Saturday, March 17, 2012

Nobody Can Eat Fifty Egg(rolls). But We Try.

I am a little disgusted by marathon eaters, as I think many people are. It takes all the joy out of eating a hot dog when you eat 50, with water-logged buns no less, and then throw up afterward.

But I guess that makes me a bit of a hypocrite when you consider that the other night, I plowed through seven egg rolls as my husband and my father battled over who would break the all-time record of ten. My own personal record is nine, which is something that I am embarrassed to be a little proud of.

Because these are not garden-variety egg rolls. They are not Chinese take-out picked up on the way home, or hastily pulled from the freezer. These egg rolls, stuff of family legend, are homemade, hand-rolled, individually fried cocoons of wonderment that practically beg to be eaten by the dozen.

My aunt and uncle encountered the recipe for these egg rolls while they were living in the Southwest and introduced them to us many years ago, when they first moved to Minnesota. Since then, egg-roll night has become a most anticipated eating event, one that moves us to clear our calendars and starve ourselves the rest of the day.

They are in the kitchen for upwards of five hours, cooking pork and chopping water chestnuts, and then rolling and frying dozens (and I do actually mean dozens) of tart, crispy egg rolls that need to be lined up on giant cookie sheets because there are simply so many.

Then we are silent for 20 minutes: eating, refilling, eating. My brother-in-law stood near the food, both for easy access to the rolls and because, he said, you can fit more in when standing up. My father kept meticulous tallies of how many everyone was eating, determined to be the one to make it to eleven. My husband, who was earlier boastful that he would tackle twelve, stopped at ten and could barely move the rest of the night.
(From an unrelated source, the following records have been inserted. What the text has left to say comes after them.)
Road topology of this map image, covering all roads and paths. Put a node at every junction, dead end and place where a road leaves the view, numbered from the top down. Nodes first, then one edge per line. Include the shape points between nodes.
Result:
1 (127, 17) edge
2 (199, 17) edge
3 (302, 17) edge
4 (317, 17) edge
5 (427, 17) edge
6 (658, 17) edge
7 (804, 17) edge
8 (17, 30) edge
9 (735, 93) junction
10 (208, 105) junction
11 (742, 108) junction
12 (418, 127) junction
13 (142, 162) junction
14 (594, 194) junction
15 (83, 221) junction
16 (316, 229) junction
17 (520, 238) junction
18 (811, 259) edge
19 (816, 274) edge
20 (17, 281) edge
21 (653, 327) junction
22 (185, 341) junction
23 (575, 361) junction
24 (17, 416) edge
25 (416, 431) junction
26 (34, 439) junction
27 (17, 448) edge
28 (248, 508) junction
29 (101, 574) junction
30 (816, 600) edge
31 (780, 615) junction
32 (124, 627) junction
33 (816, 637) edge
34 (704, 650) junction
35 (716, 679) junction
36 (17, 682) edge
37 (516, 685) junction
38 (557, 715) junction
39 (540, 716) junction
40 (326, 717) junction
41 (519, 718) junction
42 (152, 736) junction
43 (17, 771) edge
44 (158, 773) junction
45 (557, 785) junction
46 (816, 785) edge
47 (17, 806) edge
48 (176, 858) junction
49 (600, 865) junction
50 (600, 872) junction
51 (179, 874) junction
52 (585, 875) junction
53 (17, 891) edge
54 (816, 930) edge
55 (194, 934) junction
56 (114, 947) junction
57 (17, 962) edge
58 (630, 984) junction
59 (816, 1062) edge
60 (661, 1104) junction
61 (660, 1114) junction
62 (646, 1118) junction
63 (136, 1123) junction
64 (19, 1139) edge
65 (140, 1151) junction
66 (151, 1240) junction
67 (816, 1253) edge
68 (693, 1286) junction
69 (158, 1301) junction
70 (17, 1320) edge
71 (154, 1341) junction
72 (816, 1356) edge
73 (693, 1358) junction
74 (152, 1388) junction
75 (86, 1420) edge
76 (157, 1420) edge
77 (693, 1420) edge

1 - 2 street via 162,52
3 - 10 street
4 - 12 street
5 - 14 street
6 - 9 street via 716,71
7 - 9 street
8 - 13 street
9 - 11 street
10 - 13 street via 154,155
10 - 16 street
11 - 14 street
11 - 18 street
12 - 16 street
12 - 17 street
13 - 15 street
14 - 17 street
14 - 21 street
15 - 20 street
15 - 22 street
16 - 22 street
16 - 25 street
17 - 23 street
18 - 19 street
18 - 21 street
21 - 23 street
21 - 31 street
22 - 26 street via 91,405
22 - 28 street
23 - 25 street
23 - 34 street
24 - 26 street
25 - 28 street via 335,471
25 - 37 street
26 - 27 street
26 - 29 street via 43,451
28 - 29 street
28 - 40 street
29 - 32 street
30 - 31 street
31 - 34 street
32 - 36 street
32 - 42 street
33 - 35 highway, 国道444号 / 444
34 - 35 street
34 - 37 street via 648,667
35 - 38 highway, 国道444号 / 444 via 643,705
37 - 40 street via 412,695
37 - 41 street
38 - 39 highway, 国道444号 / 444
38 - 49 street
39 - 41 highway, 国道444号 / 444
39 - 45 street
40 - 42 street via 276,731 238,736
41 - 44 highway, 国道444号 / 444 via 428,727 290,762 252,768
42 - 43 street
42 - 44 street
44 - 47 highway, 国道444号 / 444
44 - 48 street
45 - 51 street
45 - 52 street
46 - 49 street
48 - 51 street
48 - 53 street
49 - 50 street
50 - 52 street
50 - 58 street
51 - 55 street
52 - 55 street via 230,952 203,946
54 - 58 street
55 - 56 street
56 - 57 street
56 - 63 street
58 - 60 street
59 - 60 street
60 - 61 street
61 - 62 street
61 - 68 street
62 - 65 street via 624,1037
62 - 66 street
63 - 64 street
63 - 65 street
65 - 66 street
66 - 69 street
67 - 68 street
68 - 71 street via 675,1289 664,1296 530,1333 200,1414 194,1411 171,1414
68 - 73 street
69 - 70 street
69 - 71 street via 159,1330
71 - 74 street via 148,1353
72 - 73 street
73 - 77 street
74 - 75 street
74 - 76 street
Is it worth the indigestion and slight feeling of shame? No question. We enjoy egg-roll night as much for the food itself as we do for the people who come with the egg rolls. There is a great sense of empathy that accompanies several family members who willingly attempt a Cool-Hand-Luke stunt and then lie around in misery afterward. I doubt the hot-dog-eaters enjoy the same type of camraderie with their fellow competitors.